I've disabled ntpd, both on the host and guest. There's another VM running on the host, a Windows server, and it does not have this issue.

A quick google suggested other people also having this problem, but I didn't see a solution (or a cause for that matter).

Does anyone have any ideas?
 
I am also having this problem, on different types of hardware, different types of storage, on different clusters.
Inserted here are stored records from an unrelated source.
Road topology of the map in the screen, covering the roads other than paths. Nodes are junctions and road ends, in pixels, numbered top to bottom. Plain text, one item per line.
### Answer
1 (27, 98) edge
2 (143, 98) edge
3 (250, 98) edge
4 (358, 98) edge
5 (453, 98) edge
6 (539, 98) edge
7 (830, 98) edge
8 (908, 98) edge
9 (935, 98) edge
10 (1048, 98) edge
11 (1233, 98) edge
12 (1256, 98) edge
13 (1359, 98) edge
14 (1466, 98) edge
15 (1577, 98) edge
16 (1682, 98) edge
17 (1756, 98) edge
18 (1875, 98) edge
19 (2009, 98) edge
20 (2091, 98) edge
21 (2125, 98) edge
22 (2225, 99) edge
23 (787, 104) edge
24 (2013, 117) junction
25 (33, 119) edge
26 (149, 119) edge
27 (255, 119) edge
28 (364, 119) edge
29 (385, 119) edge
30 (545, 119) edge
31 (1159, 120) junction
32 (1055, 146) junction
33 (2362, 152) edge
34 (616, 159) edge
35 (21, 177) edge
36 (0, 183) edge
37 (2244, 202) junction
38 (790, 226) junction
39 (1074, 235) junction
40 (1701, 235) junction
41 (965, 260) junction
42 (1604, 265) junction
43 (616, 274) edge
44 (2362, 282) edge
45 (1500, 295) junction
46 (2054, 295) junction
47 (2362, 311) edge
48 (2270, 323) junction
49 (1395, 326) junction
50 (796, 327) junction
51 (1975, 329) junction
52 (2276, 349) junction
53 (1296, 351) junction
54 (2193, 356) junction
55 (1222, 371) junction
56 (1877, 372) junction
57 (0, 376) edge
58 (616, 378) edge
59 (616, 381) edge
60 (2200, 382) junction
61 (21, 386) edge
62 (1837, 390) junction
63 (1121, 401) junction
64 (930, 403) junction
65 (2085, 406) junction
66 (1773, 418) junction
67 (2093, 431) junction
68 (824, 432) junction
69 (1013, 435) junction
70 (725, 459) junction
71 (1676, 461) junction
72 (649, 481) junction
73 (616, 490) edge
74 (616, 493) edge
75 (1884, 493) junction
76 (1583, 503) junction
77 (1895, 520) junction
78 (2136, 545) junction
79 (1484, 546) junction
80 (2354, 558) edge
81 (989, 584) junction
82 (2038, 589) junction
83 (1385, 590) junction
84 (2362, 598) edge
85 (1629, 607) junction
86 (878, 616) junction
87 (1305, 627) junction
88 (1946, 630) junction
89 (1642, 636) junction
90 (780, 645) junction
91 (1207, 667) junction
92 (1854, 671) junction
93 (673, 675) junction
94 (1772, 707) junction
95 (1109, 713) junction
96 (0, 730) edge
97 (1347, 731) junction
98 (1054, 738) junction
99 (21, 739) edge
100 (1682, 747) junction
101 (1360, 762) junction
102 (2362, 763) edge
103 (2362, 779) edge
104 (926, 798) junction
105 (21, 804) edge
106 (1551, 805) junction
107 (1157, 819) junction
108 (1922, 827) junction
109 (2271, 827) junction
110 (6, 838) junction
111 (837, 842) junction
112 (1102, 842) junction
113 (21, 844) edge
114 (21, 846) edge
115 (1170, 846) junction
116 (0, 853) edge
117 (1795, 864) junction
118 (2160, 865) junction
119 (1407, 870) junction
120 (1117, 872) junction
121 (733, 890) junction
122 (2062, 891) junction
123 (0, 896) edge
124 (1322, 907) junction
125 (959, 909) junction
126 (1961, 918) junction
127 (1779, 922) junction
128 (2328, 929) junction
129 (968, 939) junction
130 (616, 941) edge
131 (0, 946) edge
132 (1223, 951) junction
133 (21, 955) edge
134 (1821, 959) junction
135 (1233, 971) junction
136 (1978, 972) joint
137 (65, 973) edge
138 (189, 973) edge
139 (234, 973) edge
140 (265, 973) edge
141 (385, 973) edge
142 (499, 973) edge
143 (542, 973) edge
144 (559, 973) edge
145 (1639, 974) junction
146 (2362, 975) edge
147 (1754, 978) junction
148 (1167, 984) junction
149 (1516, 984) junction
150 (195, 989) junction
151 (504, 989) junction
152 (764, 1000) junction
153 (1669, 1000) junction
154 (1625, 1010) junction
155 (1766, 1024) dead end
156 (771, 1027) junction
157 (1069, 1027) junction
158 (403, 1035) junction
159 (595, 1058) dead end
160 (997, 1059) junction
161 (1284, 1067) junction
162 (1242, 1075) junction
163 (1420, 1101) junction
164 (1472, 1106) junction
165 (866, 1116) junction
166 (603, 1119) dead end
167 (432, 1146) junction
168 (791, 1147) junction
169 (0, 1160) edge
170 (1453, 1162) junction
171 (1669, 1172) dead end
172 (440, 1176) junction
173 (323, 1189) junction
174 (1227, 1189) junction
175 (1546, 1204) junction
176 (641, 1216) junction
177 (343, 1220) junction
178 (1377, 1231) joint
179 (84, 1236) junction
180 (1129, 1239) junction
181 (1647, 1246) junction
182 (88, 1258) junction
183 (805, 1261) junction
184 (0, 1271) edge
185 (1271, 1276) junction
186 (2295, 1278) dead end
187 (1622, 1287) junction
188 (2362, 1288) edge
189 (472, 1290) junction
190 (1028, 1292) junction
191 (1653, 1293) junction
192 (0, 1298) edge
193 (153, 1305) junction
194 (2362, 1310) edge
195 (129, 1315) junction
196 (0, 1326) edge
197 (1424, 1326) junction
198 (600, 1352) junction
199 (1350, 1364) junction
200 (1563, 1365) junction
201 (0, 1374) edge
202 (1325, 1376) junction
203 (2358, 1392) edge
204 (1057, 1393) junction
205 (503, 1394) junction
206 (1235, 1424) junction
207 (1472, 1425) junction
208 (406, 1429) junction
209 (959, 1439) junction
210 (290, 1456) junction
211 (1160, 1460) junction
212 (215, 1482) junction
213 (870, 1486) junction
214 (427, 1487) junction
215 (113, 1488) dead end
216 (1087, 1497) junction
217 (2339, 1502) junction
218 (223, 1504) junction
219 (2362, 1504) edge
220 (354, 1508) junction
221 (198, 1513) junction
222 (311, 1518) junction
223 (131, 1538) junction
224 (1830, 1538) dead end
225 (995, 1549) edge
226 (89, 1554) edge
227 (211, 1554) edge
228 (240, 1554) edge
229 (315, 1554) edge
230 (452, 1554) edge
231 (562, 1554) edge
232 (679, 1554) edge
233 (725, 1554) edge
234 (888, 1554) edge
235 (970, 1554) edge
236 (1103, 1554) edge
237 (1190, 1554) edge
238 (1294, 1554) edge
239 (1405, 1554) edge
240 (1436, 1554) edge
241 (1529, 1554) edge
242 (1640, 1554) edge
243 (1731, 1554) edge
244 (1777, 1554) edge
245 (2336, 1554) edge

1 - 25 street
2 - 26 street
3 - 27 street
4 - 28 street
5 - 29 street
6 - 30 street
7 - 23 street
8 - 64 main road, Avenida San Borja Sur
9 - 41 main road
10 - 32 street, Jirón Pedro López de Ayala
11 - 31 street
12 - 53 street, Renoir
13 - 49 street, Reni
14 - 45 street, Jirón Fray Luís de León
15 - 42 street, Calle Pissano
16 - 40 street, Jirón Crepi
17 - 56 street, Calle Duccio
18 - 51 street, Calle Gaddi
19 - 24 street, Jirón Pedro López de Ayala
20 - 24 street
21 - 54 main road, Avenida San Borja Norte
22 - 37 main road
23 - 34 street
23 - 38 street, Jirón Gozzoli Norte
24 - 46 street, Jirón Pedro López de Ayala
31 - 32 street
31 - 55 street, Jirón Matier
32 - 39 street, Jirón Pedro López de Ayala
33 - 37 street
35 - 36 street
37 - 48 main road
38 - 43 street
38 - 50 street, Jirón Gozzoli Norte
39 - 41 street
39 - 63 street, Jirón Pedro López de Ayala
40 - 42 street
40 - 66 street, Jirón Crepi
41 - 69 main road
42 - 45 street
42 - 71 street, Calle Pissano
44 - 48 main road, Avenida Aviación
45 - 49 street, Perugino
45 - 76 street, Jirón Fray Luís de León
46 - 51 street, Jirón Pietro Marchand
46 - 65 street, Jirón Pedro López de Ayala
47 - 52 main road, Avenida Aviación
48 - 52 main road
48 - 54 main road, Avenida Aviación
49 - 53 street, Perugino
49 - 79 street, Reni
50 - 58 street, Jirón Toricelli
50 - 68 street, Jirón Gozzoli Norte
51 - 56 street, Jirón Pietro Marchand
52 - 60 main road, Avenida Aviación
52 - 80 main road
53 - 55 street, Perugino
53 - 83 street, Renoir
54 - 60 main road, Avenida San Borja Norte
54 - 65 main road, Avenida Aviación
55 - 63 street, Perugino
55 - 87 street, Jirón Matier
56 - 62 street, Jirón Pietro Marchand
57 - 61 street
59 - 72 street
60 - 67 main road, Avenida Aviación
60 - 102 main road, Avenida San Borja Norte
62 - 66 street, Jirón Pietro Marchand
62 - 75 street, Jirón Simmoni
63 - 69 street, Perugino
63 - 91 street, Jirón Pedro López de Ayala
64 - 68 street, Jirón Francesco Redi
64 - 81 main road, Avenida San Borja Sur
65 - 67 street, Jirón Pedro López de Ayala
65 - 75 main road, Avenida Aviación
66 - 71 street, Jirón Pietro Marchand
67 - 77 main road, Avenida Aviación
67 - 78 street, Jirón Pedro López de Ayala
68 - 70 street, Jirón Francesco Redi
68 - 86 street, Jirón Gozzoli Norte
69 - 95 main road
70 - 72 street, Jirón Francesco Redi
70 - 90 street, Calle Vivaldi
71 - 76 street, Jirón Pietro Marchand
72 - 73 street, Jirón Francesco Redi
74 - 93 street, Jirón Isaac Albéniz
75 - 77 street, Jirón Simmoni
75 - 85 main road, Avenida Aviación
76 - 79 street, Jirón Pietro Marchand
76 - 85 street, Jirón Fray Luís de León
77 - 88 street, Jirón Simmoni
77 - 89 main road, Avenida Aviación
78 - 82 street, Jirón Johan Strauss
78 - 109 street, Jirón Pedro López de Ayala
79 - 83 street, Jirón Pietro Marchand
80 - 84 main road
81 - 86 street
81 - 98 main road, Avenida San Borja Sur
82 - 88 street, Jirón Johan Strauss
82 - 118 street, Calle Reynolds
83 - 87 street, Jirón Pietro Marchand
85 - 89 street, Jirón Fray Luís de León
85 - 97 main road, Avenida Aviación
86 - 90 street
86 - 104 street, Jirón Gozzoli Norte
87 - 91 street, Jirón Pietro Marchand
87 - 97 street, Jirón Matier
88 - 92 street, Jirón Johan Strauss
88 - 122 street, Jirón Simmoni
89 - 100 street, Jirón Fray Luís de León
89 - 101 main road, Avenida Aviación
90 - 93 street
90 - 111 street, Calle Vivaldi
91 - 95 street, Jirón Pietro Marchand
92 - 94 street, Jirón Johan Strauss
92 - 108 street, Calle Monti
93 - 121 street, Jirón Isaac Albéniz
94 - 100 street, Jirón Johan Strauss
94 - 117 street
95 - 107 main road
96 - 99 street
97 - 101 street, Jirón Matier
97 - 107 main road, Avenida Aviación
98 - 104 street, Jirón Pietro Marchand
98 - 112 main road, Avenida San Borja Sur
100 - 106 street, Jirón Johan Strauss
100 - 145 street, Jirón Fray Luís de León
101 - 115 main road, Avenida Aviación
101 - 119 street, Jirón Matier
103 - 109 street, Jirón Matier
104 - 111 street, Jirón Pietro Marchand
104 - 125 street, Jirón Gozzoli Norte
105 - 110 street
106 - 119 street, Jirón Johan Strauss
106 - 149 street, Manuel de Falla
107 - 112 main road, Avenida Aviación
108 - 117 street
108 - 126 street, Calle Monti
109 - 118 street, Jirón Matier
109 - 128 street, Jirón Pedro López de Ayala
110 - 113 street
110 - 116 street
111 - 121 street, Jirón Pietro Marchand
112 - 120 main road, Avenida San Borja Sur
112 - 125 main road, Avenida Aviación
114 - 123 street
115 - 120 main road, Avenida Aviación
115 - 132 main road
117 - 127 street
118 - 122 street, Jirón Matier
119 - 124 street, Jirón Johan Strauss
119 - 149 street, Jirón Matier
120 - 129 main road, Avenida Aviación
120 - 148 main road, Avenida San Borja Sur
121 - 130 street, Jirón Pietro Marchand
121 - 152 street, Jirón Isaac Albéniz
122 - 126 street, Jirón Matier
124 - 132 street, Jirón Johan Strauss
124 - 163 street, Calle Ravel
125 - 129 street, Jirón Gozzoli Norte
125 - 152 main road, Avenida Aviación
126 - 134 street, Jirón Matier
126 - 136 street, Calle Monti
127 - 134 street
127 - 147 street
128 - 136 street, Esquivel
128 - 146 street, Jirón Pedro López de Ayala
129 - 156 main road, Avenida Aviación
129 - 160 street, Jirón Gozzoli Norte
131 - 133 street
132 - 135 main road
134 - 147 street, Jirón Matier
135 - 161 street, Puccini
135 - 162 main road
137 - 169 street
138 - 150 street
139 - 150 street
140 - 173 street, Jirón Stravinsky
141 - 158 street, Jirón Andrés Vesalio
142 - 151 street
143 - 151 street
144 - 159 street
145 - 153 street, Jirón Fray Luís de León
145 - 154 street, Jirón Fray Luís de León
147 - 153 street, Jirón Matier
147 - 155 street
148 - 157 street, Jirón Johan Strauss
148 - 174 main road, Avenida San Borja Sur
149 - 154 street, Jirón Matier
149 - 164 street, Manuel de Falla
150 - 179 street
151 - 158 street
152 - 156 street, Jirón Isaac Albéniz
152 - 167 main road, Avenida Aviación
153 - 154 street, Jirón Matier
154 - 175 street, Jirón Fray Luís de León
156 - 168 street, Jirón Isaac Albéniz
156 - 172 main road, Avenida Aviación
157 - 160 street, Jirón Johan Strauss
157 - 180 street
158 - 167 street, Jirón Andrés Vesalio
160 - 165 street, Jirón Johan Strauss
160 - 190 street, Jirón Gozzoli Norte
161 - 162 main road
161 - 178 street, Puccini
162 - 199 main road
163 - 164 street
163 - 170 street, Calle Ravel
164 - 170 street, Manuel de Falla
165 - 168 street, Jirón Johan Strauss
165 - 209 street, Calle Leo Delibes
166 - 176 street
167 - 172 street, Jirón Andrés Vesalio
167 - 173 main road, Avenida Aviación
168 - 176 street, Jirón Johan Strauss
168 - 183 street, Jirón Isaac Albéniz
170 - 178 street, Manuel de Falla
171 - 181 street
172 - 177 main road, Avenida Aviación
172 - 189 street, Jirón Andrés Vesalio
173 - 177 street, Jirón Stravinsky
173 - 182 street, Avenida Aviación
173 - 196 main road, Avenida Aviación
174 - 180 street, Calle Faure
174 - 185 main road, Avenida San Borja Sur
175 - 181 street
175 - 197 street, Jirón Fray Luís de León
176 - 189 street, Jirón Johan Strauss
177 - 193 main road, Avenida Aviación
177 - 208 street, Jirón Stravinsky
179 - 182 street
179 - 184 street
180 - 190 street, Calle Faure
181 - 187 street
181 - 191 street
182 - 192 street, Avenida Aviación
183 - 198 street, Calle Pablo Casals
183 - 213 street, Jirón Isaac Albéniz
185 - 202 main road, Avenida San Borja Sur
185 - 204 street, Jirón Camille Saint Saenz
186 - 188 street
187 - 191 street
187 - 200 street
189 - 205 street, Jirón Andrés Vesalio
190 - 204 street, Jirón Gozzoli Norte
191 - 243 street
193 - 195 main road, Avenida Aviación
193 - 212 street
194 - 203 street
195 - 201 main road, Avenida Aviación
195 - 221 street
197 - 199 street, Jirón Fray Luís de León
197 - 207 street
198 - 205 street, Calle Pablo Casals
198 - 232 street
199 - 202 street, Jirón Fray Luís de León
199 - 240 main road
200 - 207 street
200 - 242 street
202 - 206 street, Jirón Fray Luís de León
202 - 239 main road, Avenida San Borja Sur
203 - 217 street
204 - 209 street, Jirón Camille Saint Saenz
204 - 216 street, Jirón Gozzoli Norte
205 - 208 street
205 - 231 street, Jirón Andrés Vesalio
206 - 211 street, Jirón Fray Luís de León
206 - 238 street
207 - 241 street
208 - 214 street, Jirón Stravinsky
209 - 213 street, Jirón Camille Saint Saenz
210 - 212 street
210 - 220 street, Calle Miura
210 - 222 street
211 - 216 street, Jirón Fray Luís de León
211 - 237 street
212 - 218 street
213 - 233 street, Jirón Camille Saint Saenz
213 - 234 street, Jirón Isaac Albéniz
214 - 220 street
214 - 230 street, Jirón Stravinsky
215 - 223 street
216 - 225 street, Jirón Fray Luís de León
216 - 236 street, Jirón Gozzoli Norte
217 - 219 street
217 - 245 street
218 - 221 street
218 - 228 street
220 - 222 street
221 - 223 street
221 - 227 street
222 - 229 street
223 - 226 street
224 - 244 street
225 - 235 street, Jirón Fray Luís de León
I am also seeing this problem on 8.1, 8.2 and 8.3 so it is not limited to 9.0.
 
Hi,

I have the same issue. My system: 9.0-STABLE has been updated to latest at Mar 13. I've found a suggestion to set the sysctl variable kern.eventtimer.periodic=1, I've tried. Unfortunately, it didn't solve the problem.
 
Hi,

I can also confirm this problem with FreeBSD 8.2-RELEASE.
The only thing relevant to time freeze are the following lines from vmware log (before each time freeze):

Code:
2012-04-20T06:08:53.612Z| vmx| GuestRpcSendTimedOut: message to toolbox timed out.
2012-04-20T06:09:08.612Z| vmx| GuestRpcSendTimedOut: message to toolbox timed out.
2012-04-20T06:09:08.612Z| vmx| GuestRpc: app toolbox's second ping timeout; assuming app is down
2012-04-20T06:09:08.613Z| vmx| GuestRpc: Reinitializing Channel 0(toolbox)
2012-04-20T06:09:08.613Z| vmx| GuestMsg: Channel 0, Cannot unpost because the previous post is already completed
2012-04-20T06:09:08.613Z| vmx| GuestRpc: Channel 0 reinitialized.
2012-04-20T06:09:08.613Z| vmx| GuestRpc: Channel 0 reinitialized.
2012-04-20T06:12:08.616Z| vmx| GuestRpcSendTimedOut: message to toolbox timed out.
2012-04-20T06:12:08.616Z| vmx| Vix: [4537798 guestCommands.c:2194]: Error VIX_E_TOOLS_NOT_RUNNING in VMAutomationTranslateGuestRpcError(): VMware Tools are not running in the guest
 
Btw, ntpd is not running, I've enabled timesync with esxi via open-vm-tools (to be clear, it's also not solved the problem).
 
Try setting up a test VM, verify the problem exists in this VM, then recompile the kernel with the 4BSD scheduler and see if it helps.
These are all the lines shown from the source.